Skip common noise directories:

bash

rg --pattern "read_csv" \
   --glob '!renv/' \
   --glob '!node_modules/' \
   --glob '!.git/' \
   --glob '!.Rproj.user/' \
   --glob '!__pycache__/' \
   --glob '!.ipynb_checkpoints/' \
   --glob '!_cache/' \
   --glob '!*_cache/' \
   --glob '!_targets/' \
   --glob '!.drake/' \
   --glob '!.pytest_cache/' \
   --glob '!*.egg-info/' \
   --glob '!venv/' \
   --glob '!env/'

File Scanning Strategy

•Glob for relevant files first:

bash

find . -type f \( -name "*.R" -o -name "*.qmd" -o -name "*.Rmd" \
     -o -name "*.do" -o -name "*.py" -o -name "*.tex" \) \
     -not -path "*/renv/*" -not -path "*/.git/*"

•Parse each file for I/O operations
•Build adjacency list (file → dependencies)
•Walk the graph from raw data to manuscript

Timestamp Comparison

bash

# Get modification time (seconds since epoch)
# macOS:
mod_time=$(stat -f %m "$file")

# Linux:
mod_time=$(stat -c %Y "$file")

# Compare
if [ $script_time -gt $output_time ]; then
  echo "STALE: $output_file (script is newer)"
fi

Common Patterns to Watch

Pattern 1: Hardcoded Paths

# BAD: Hard to track
read_csv("/Users/researcher/data/file.csv")

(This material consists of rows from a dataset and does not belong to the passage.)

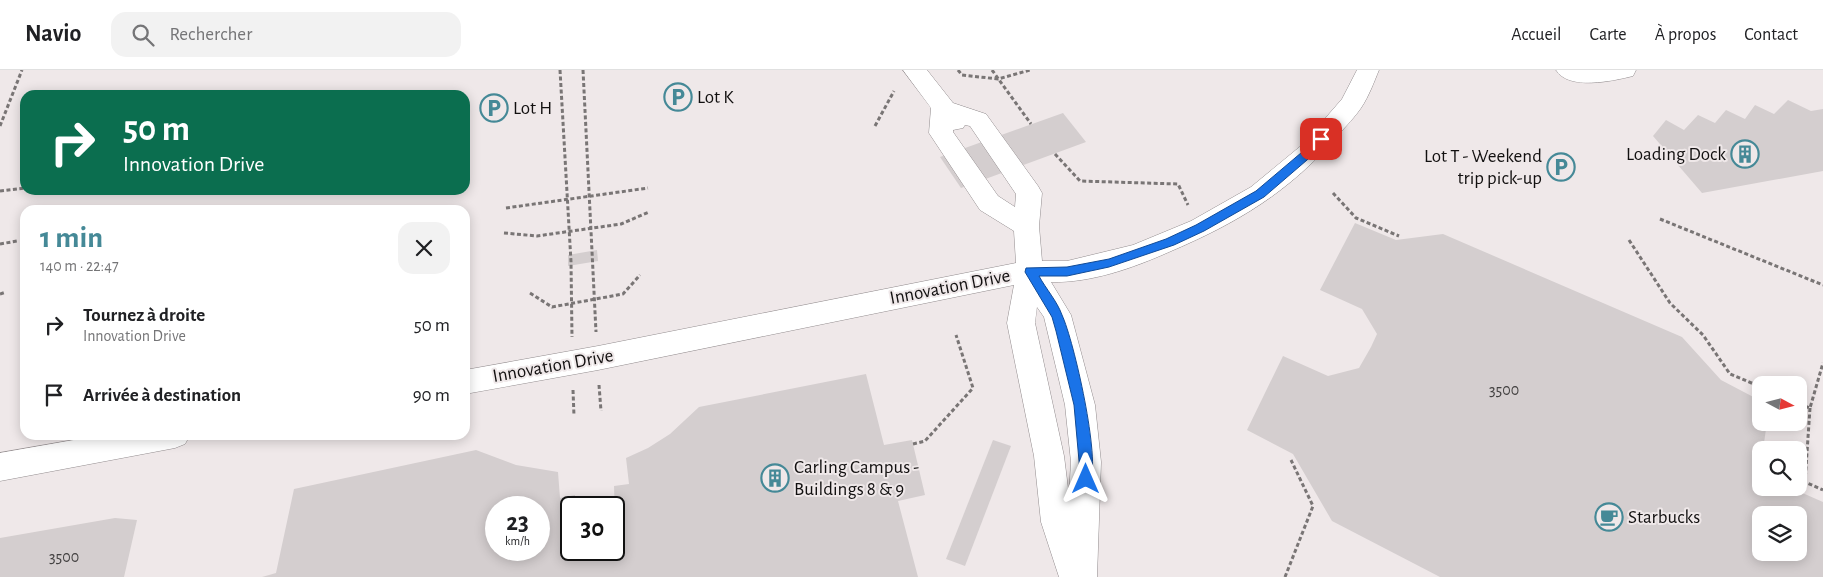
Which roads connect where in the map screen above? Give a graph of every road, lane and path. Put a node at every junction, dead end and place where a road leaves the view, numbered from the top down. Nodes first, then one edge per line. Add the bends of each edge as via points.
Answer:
1 (22, 70) edge
2 (560, 70) edge
3 (583, 70) edge
4 (914, 70) edge
5 (958, 70) edge
6 (992, 70) edge
7 (1030, 70) edge
8 (1368, 70) edge
9 (1567, 70) edge
10 (1624, 70) edge
11 (998, 80) junction
12 (894, 91) dead end
13 (943, 108) junction
14 (1032, 124) dead end
15 (0, 126) edge
16 (875, 126) dead end
17 (1054, 154) dead end
18 (648, 188) dead end
19 (20, 189) edge
20 (0, 192) edge
21 (1333, 193) dead end
22 (590, 196) junction
23 (567, 200) junction
24 (506, 208) dead end
25 (650, 212) dead end
26 (1660, 219) dead end
27 (1026, 226) junction
28 (591, 228) junction
29 (1200, 228) junction
30 (570, 231) junction
31 (504, 233) dead end
32 (1399, 236) dead end
33 (1629, 240) dead end
34 (17, 241) dead end
35 (0, 244) edge
36 (593, 258) dead end
37 (571, 262) dead end
38 (1030, 272) junction
39 (640, 275) dead end
40 (1823, 285) edge
41 (6, 292) dead end
42 (530, 293) dead end
43 (0, 294) edge
44 (956, 335) dead end
45 (1823, 363) edge
46 (470, 381) edge
47 (1752, 384) edge
48 (1810, 408) joint
49 (148, 440) edge
50 (913, 444) dead end
51 (1292, 460) dead end
52 (0, 467) edge
53 (1823, 490) edge
54 (1074, 577) edge
55 (1081, 577) edge
56 (1285, 577) edge

1 - 15 path
2 - 23 path
3 - 22 path
4 - 13 street
5 - 11 path via 962,75
6 - 11 path
7 - 11 path
8 - 29 street, Innovation Drive via 1352,103 1311,151 1260,194
9 - 10 street via 1582,76
11 - 14 path
12 - 16 path
13 - 27 street via 942,133 989,203
13 - 27 street via 978,120 1029,193
17 - 29 path via 1080,181 1178,184
18 - 22 path
19 - 20 path
21 - 32 path via 1356,218
22 - 23 path
22 - 28 path
23 - 24 path
23 - 30 path
25 - 28 path via 621,224
26 - 40 path
27 - 38 street
28 - 30 path
28 - 36 path
29 - 38 street, Innovation Drive via 1109,263 1067,272
30 - 31 path via 537,236
30 - 37 path
33 - 47 path via 1670,303 1703,335 1730,374
34 - 35 path
38 - 46 street, Innovation Drive
38 - 54 street via 1021,323 1049,456 1057,522
38 - 55 street via 1057,316 1080,405 1086,462
39 - 42 path via 623,294 571,304 552,307
41 - 43 path
44 - 50 path via 973,388 925,441
45 - 48 path
48 - 53 path via 1806,482
49 - 52 street
51 - 56 path via 1313,506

# GOOD: Trackable with here::here()
read_csv(here::here("data", "raw", "file.csv"))

Pattern 2: Dynamic Filenames

# Hard to track statically
for (year in 2010:2020) {
  read_csv(paste0("data_", year, ".csv"))
}

Solution: Flag as "DYNAMIC PATH - manual verification needed"

Pattern 3: Conditional Writes

python

if not os.path.exists("output.csv"):
    df.to_csv("output.csv")

Solution: Still track as output (conditional doesn't change dependency)

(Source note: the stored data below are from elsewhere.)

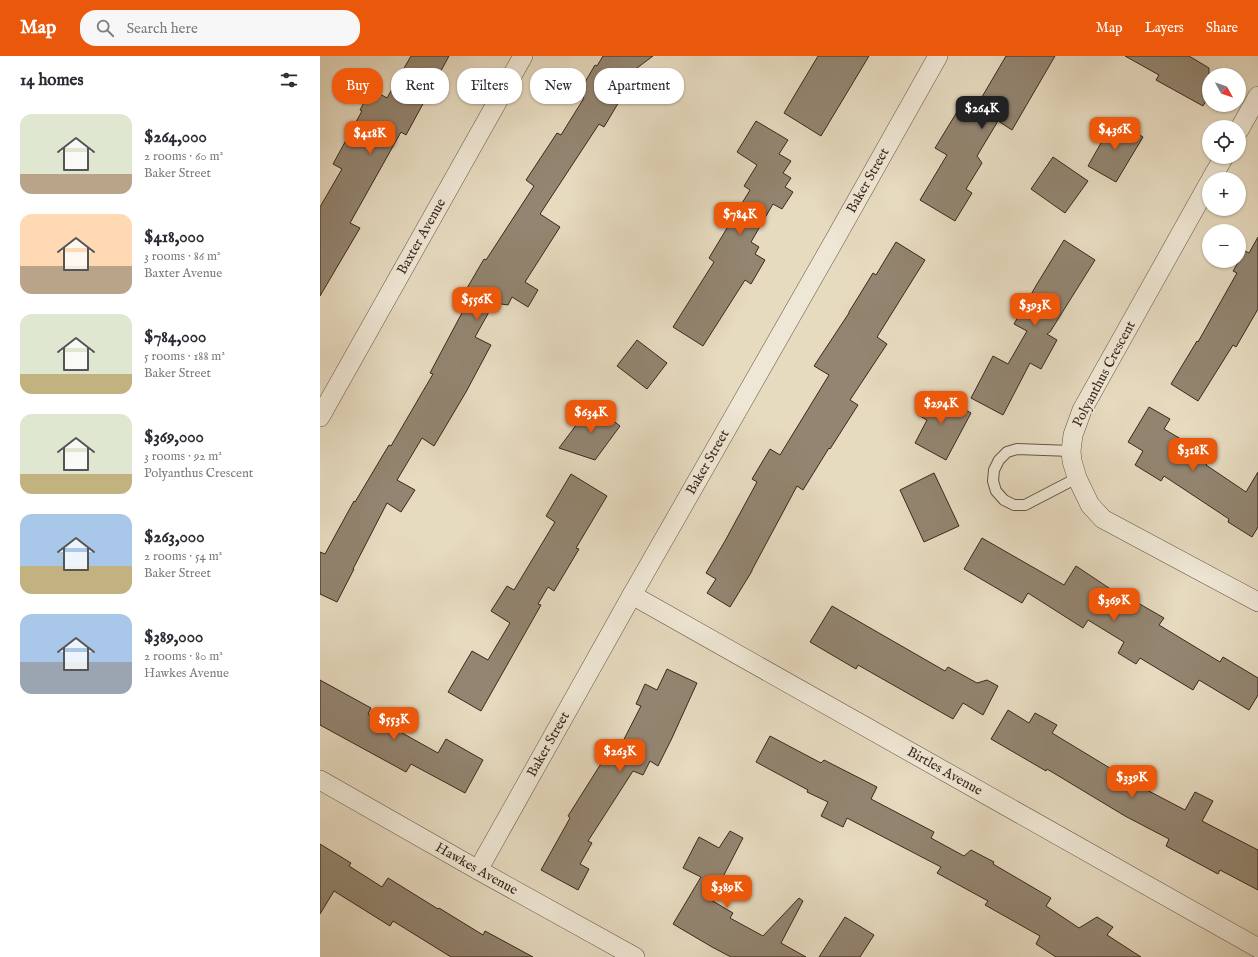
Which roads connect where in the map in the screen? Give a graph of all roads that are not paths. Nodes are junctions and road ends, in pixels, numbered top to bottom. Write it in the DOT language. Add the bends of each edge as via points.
graph roads {
  1 [pos="523,56"];
  2 [pos="938,56"];
  3 [pos="1258,96"];
  4 [pos="1245,120"];
  5 [pos="1202,196"];
  6 [pos="320,417"];
  7 [pos="1071,451"];
  8 [pos="1077,478"];
  9 [pos="632,595"];
  10 [pos="1258,602"];
  11 [pos="320,780"];
  12 [pos="478,870"];
  13 [pos="1258,948"];
  14 [pos="635,957"];
  1 -- 6 [label="street, Baxter Avenue"];
  2 -- 9 [label="street, Baker Street"];
  3 -- 4 [label="street"];
  5 -- 7 [label="street, Polyanthus Crescent" via="1082,410 1073,435"];
  7 -- 8 [label="street, Polyanthus Crescent"];
  7 -- 8 [label="lane" via="1017,449 1007,452 994,470 993,481 996,491 1004,500 1014,505 1025,505"];
  8 -- 10 [label="street, Polyanthus Crescent" via="1090,505 1103,519"];
  9 -- 12 [label="street, Baker Street"];
  9 -- 13 [label="street, Birtles Avenue"];
  11 -- 12 [label="street, Hawkes Avenue"];
  12 -- 14 [label="street, Hawkes Avenue"];
}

Pattern 4: Custom LaTeX Commands

latex

% User-defined in preamble
\newcommand{\inputtable}[1]{\input{tables/#1.tex}}

% Later used as
\inputtable{table1}  % Expands to tables/table1.tex

Solution: Parse preamble for custom commands, expand during scan

Pattern 5: Working Directory Changes

setwd("subdirectory/")
read.csv("data.csv")  # Actually reads subdirectory/data.csv

python

os.chdir("analysis/")
pd.read_csv("input.csv")  # Relative to new working directory

stata

cd "analysis"
use "data.dta"  # Relative to new directory

Solution: Track working directory state per script; resolve relative paths accordingly. Flag setwd()/os.chdir()/cd as potentially confusing.

Pattern 6: Source/Run Commands (Script Chains)

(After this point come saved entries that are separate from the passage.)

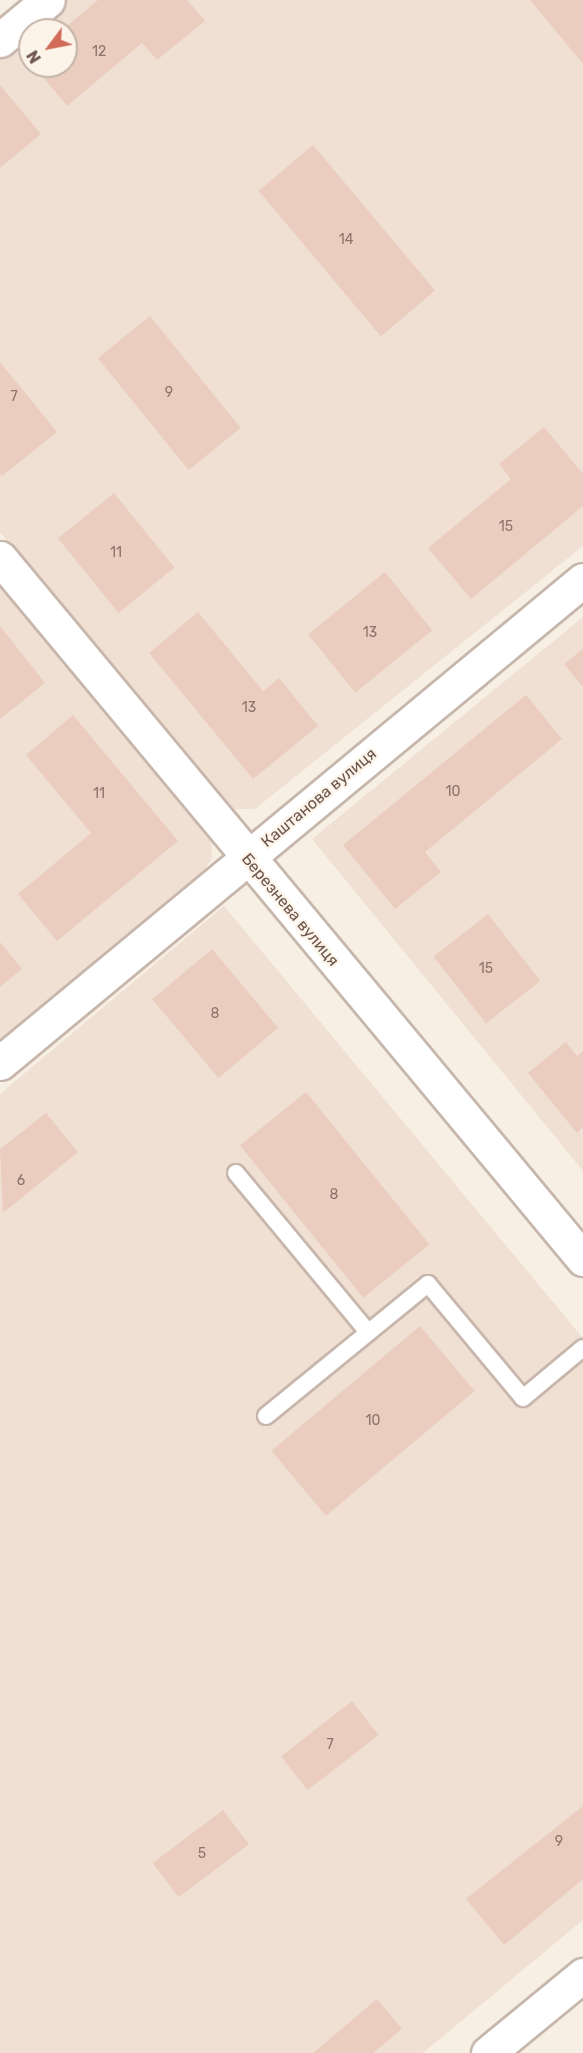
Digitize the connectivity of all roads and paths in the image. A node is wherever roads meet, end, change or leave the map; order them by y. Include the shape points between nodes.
1 (48, 0) edge
2 (0, 40) edge
3 (0, 558) edge
4 (583, 580) edge
5 (247, 858) junction
6 (0, 1063) edge
7 (236, 1173) dead end
8 (583, 1259) edge
9 (368, 1332) junction
10 (583, 1348) edge
11 (266, 1416) dead end
12 (583, 1975) edge
13 (488, 2053) edge

1 - 2 street
3 - 5 street, Березнева вулиця
4 - 5 street, Каштанова вулиця
5 - 6 street, Каштанова вулиця
5 - 8 street, Березнева вулиця
7 - 9 lane
9 - 10 lane via 428,1284 523,1398
9 - 11 lane
12 - 13 street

source("helper_functions.R")  # Dependency on other script

python

%run preprocessing.py  # In Jupyter
exec(open("utils.py").read())

stata

do "clean_data.do"  # Running another script

Solution: These create script → script dependencies. Must track and ensure helper scripts are included in DAG.

Real-World Impact

Before submission: Catches the "I edited the code but forgot to regenerate Table 3" error that would delay publication.

Onboarding: New RAs can run /audit-dag to understand the full pipeline in 30 seconds instead of reading weeks of README files.

Replication: Generates documentation for replication packages automatically by showing the exact order of script execution.

Limitations

•Dynamic paths: Can't resolve paste0("file_", variable, ".csv") without executing
•Conditionals: Doesn't know which branch executes
•External data: API calls, database queries not tracked
•Manual edits: If you hand-edit a .tex file, timestamp may be misleading

Solution for dynamic cases: Flag them and request manual verification.